Collected data:
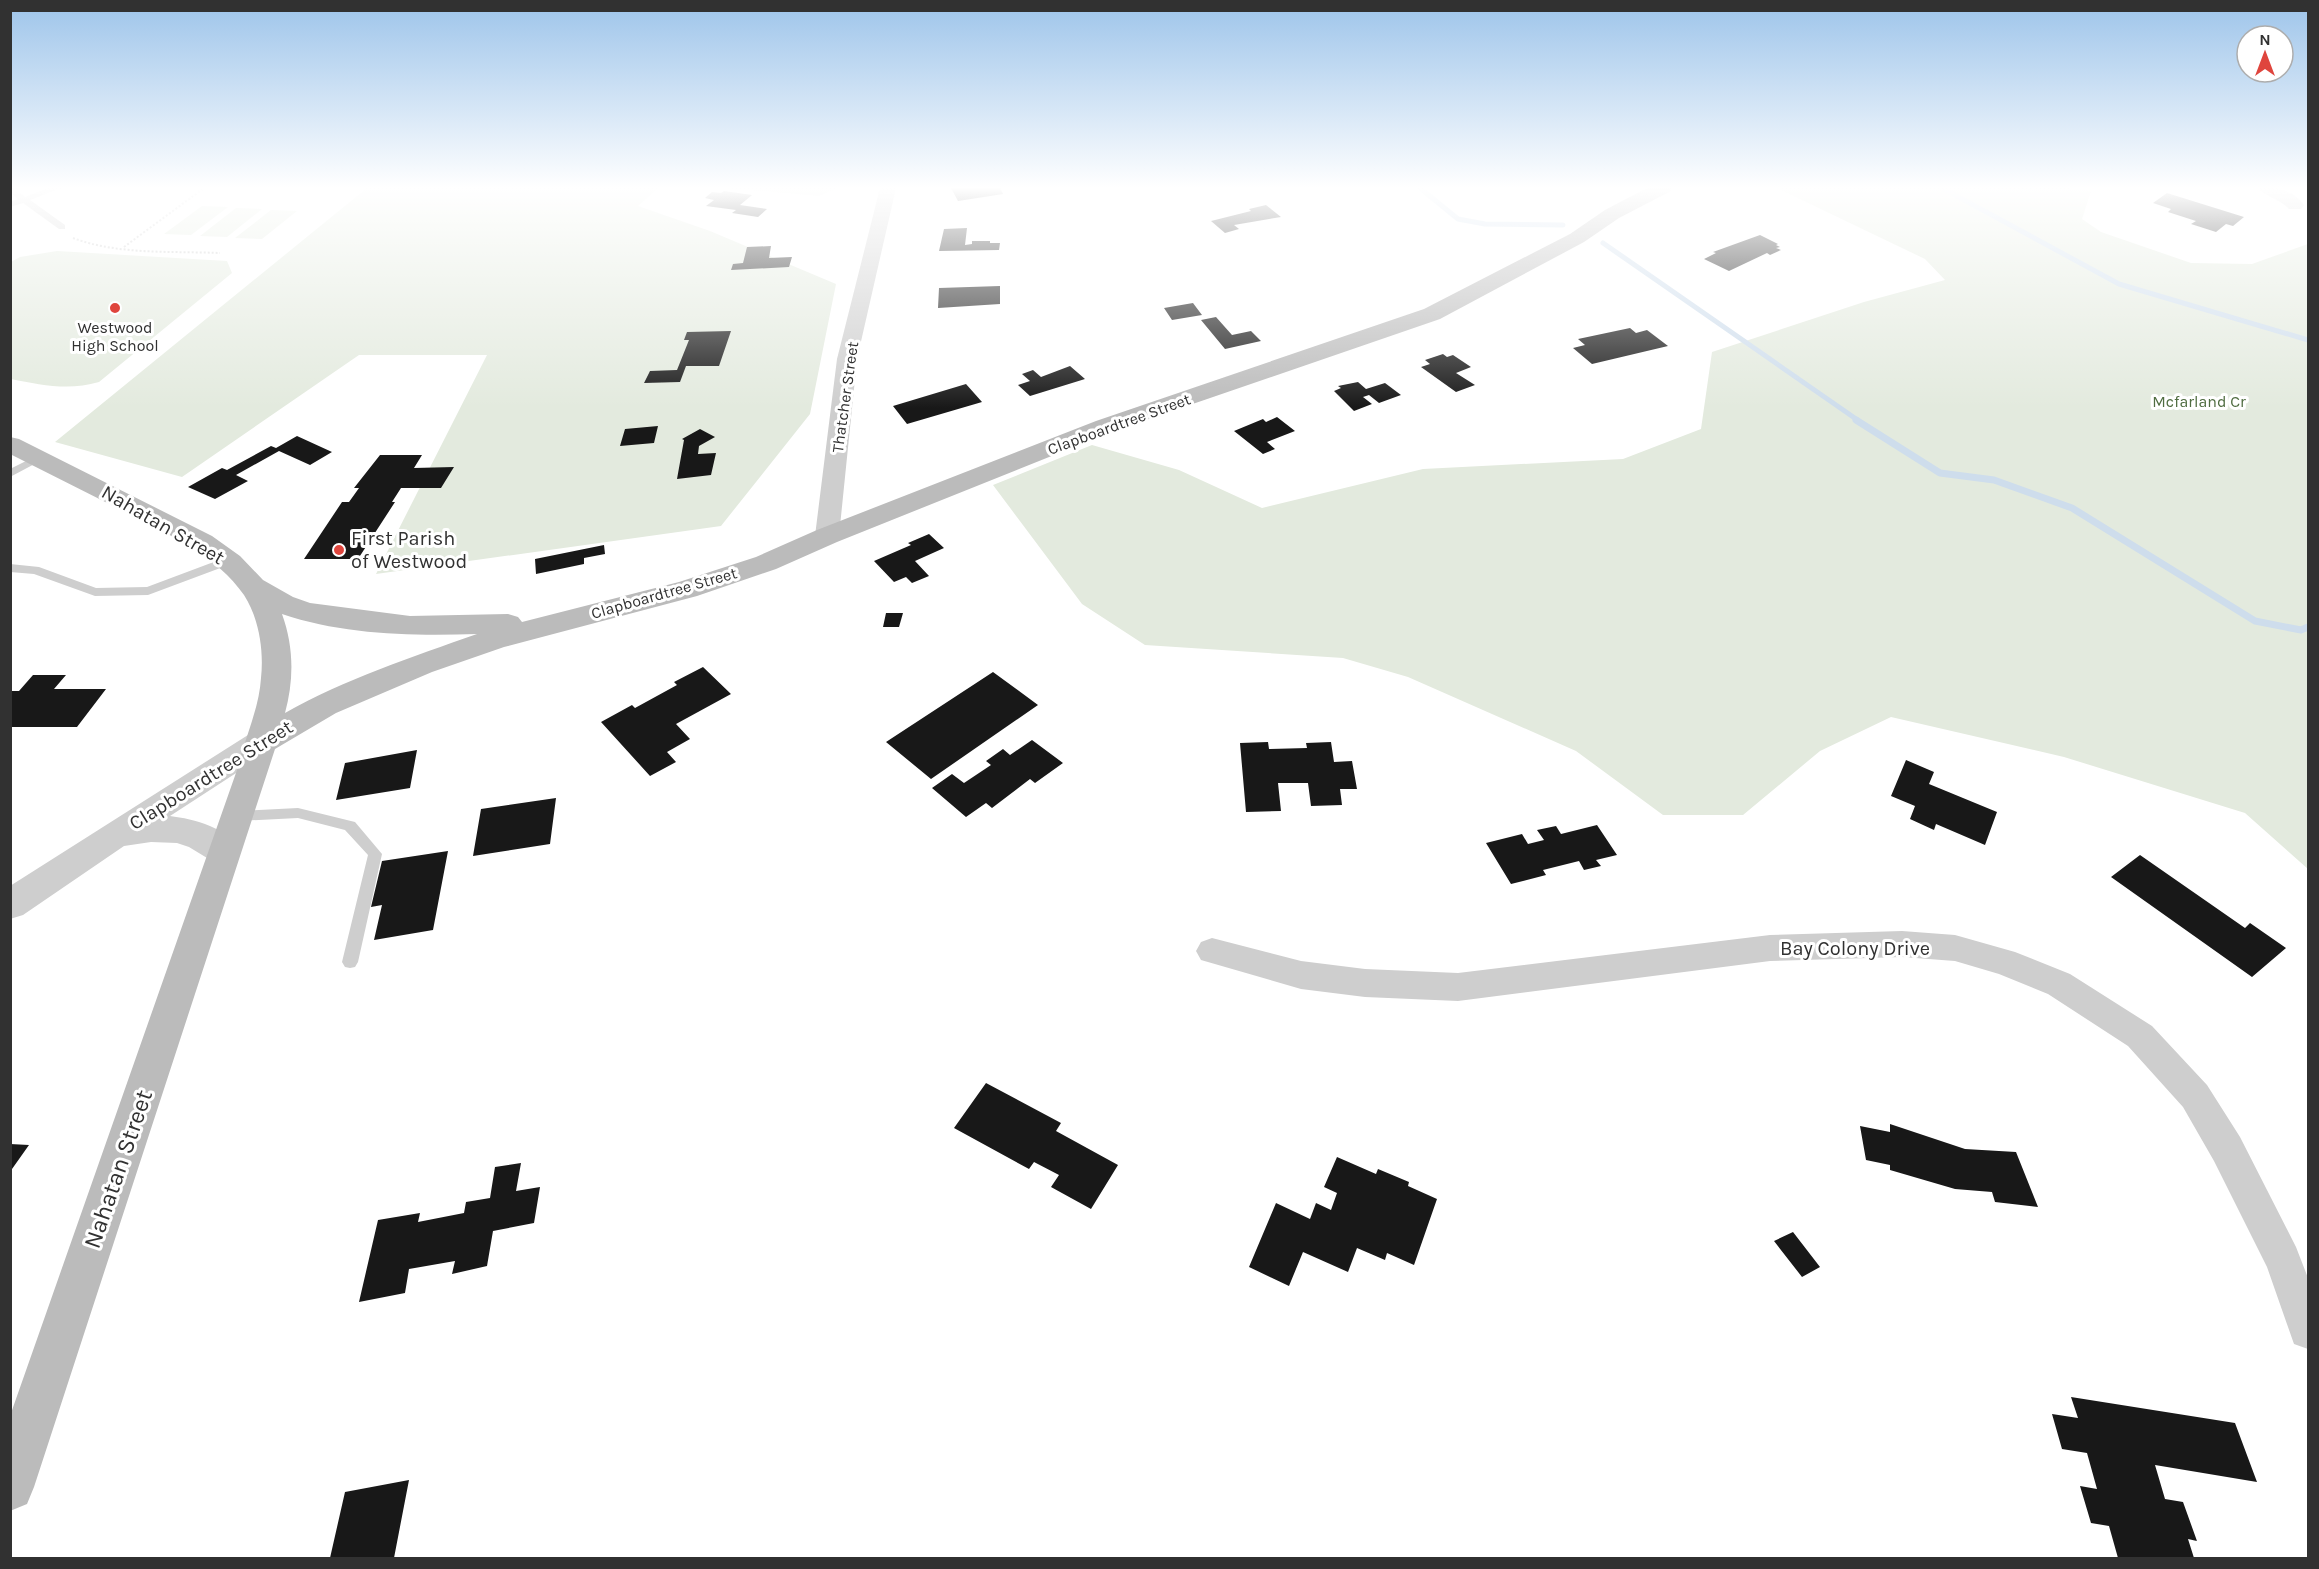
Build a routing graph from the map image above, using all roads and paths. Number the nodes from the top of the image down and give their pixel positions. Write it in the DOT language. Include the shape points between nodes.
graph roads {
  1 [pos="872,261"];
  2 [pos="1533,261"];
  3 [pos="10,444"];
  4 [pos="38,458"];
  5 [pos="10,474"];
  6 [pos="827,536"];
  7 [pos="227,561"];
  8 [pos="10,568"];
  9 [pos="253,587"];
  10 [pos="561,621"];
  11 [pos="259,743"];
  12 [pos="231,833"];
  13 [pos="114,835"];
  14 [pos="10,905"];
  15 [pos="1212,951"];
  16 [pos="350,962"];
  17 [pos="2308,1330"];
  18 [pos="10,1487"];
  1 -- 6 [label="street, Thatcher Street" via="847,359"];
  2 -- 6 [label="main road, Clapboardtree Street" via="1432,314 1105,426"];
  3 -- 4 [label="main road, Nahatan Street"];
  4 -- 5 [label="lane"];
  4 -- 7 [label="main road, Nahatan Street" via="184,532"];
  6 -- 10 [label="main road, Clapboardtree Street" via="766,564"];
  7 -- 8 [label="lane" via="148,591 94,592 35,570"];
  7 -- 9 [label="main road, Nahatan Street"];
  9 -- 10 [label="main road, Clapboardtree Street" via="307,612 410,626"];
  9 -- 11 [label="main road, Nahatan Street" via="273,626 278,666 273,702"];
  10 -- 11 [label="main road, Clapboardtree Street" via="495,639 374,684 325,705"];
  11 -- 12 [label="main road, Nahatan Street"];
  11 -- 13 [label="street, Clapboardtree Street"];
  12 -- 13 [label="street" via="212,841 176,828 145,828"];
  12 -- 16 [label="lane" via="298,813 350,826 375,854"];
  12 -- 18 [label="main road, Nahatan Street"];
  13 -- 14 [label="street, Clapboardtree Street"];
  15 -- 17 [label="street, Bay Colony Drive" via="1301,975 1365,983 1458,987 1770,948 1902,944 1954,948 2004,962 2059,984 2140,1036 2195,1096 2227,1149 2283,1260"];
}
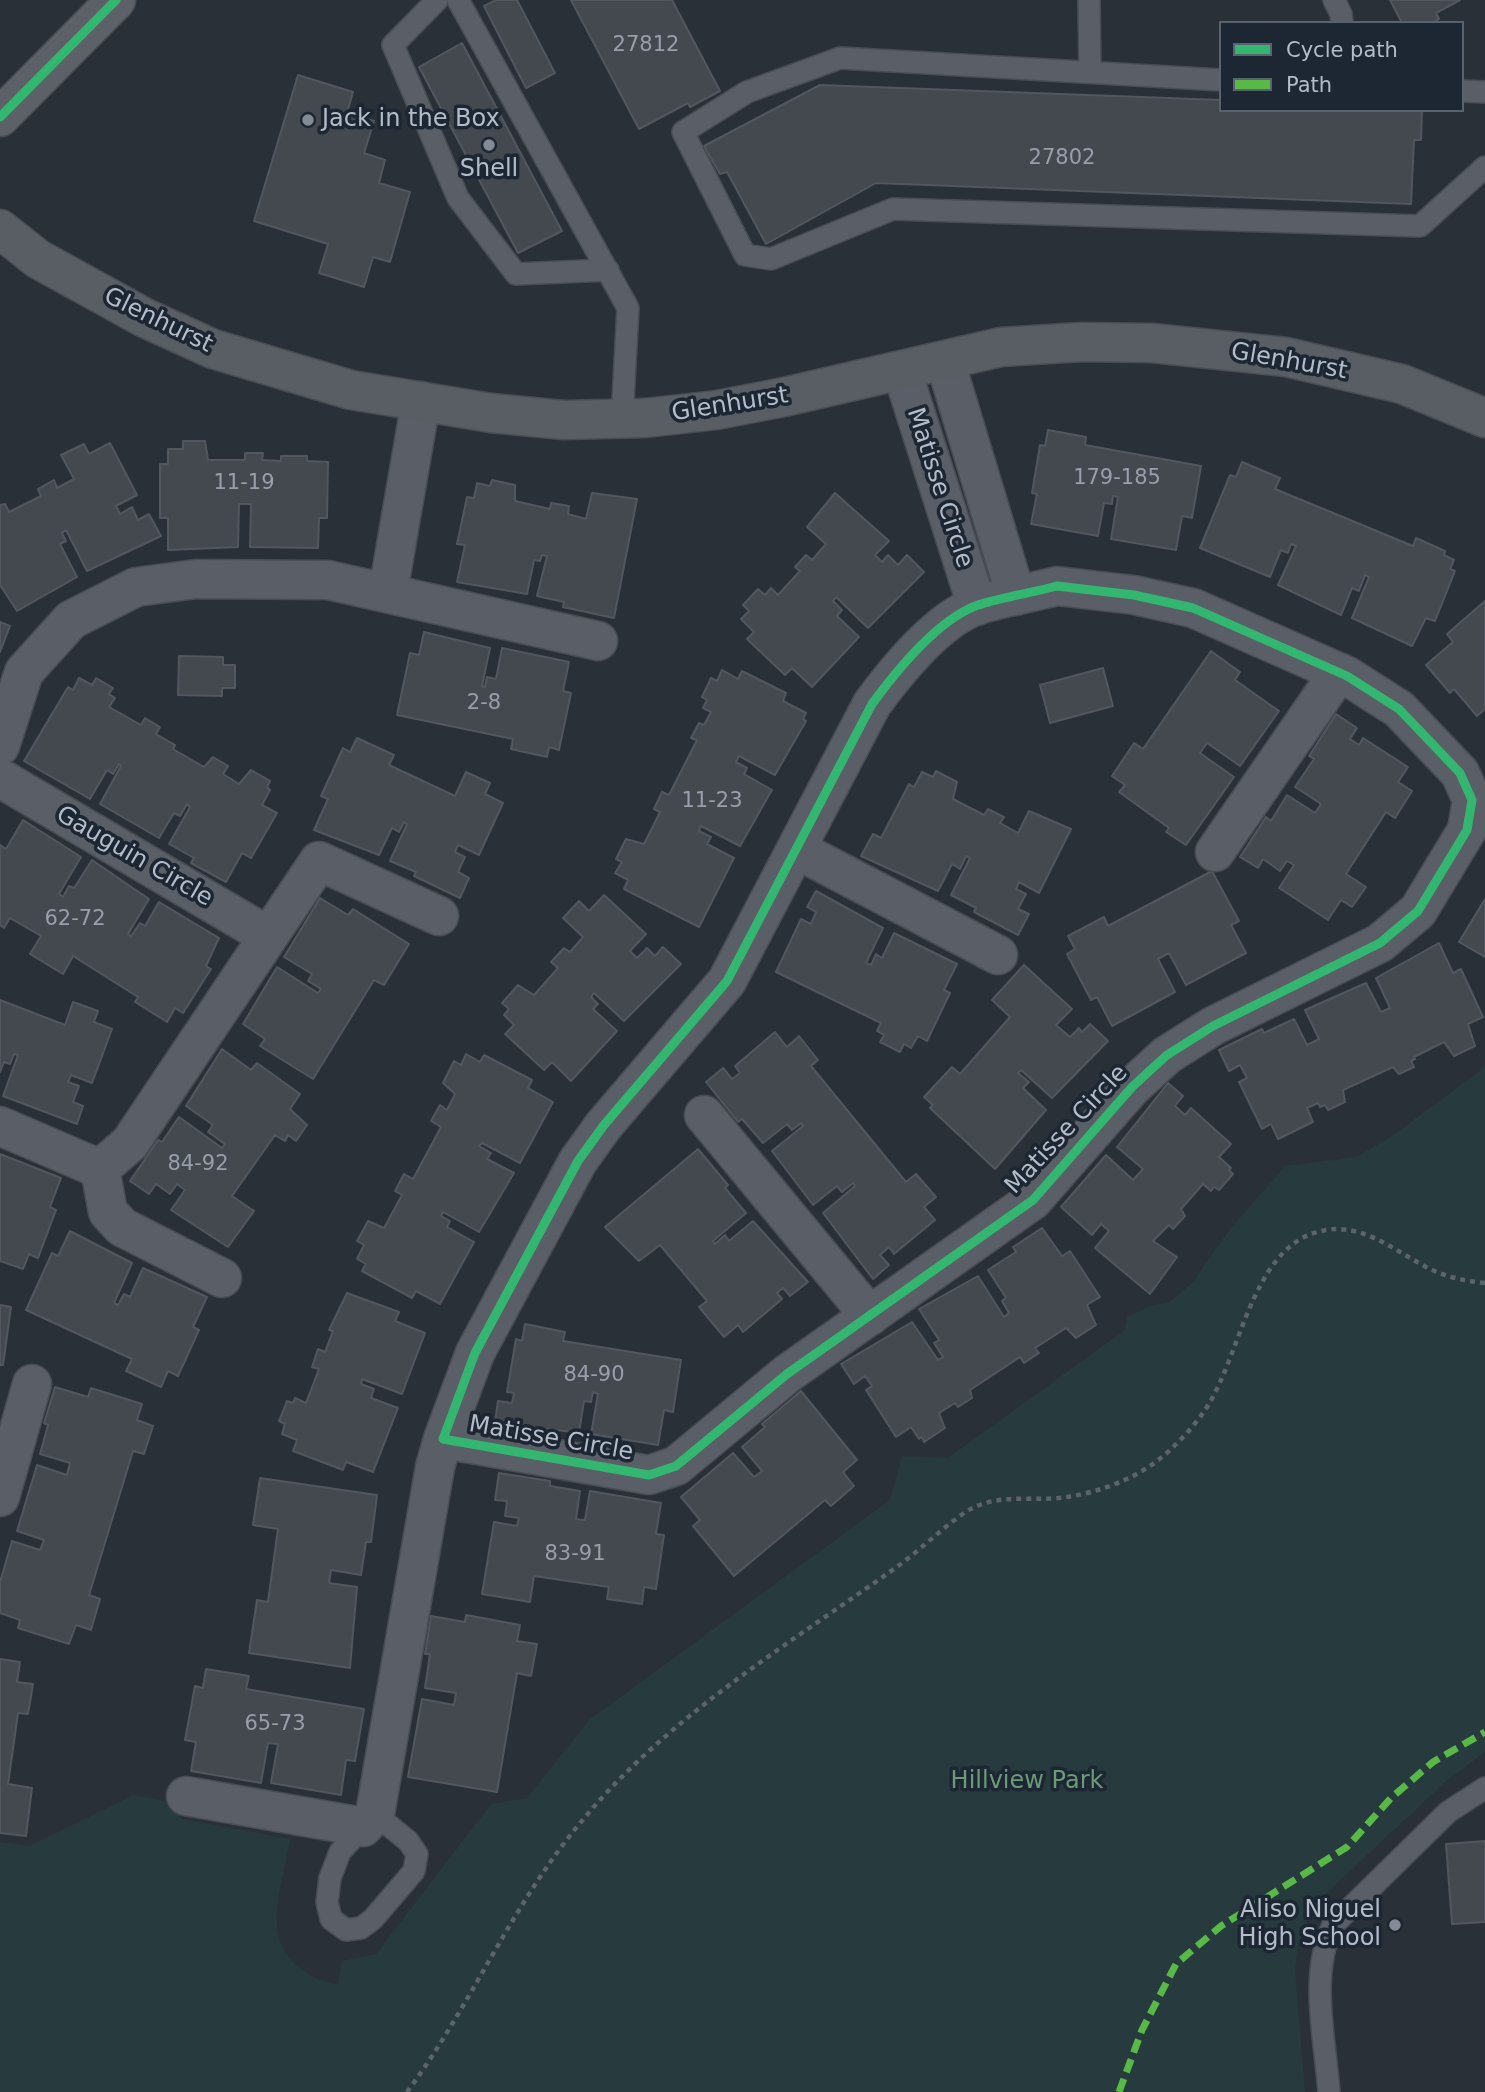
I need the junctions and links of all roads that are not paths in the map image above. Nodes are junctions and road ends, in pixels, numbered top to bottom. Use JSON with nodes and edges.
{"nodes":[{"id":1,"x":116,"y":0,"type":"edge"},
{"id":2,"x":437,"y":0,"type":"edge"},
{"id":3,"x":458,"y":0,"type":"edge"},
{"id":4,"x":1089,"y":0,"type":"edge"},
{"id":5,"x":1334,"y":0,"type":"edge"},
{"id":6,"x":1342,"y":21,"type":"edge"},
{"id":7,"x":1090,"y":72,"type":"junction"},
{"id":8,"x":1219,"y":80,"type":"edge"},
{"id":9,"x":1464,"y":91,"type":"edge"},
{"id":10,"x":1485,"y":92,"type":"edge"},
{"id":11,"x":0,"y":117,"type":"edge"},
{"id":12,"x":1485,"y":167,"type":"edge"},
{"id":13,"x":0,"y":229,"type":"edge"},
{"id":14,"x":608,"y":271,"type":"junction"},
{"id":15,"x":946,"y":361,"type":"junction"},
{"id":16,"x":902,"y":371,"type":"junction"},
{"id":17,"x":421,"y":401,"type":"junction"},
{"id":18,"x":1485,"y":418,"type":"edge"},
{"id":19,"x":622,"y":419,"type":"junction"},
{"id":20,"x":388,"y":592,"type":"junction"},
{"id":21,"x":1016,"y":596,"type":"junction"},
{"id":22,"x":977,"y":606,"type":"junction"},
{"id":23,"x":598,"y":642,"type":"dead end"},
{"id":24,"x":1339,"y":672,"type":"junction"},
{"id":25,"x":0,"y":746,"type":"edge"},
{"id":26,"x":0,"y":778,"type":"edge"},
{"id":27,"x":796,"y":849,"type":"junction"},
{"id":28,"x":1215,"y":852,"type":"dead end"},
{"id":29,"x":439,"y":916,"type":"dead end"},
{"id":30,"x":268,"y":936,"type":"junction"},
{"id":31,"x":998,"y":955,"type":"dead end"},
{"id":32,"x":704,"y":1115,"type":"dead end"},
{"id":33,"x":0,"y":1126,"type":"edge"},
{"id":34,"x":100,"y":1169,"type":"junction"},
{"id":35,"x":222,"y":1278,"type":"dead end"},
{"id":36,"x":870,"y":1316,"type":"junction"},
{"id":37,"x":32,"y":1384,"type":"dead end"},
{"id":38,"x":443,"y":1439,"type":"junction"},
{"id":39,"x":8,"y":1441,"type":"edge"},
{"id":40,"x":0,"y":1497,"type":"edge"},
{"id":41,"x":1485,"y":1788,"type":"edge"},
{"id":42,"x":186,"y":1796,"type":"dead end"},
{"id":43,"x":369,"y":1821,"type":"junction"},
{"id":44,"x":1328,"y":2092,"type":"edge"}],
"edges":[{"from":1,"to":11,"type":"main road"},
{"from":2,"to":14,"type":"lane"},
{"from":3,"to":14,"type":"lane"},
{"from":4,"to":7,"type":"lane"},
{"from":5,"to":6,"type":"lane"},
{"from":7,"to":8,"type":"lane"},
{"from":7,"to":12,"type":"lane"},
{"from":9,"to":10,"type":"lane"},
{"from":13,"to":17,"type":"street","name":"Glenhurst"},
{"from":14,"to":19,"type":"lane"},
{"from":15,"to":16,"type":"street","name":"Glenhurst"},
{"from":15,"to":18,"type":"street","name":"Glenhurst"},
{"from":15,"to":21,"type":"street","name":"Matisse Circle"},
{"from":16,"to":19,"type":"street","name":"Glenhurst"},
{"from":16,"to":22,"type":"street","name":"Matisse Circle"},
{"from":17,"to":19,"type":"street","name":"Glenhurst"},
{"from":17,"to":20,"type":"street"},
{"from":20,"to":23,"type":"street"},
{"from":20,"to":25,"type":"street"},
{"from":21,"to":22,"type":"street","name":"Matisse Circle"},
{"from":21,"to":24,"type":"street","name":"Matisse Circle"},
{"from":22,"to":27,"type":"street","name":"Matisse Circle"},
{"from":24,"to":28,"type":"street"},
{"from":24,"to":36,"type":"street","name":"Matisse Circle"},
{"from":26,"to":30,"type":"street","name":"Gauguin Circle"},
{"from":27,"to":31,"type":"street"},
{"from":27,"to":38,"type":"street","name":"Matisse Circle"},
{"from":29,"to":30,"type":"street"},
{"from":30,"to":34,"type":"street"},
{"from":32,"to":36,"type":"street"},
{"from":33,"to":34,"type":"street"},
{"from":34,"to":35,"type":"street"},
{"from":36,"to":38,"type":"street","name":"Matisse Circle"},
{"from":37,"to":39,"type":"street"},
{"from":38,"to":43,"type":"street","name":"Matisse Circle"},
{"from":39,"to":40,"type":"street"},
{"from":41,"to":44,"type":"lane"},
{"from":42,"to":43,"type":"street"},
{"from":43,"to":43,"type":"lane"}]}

> **WHAT THE TASK REQUIRES**: Spot the lines above that mention "dead" and copy them.

> **REPLY TO THE TASK**:
{"id":23,"x":598,"y":642,"type":"dead end"},
{"id":28,"x":1215,"y":852,"type":"dead end"},
{"id":29,"x":439,"y":916,"type":"dead end"},
{"id":31,"x":998,"y":955,"type":"dead end"},
{"id":32,"x":704,"y":1115,"type":"dead end"},
{"id":35,"x":222,"y":1278,"type":"dead end"},
{"id":37,"x":32,"y":1384,"type":"dead end"},
{"id":42,"x":186,"y":1796,"type":"dead end"},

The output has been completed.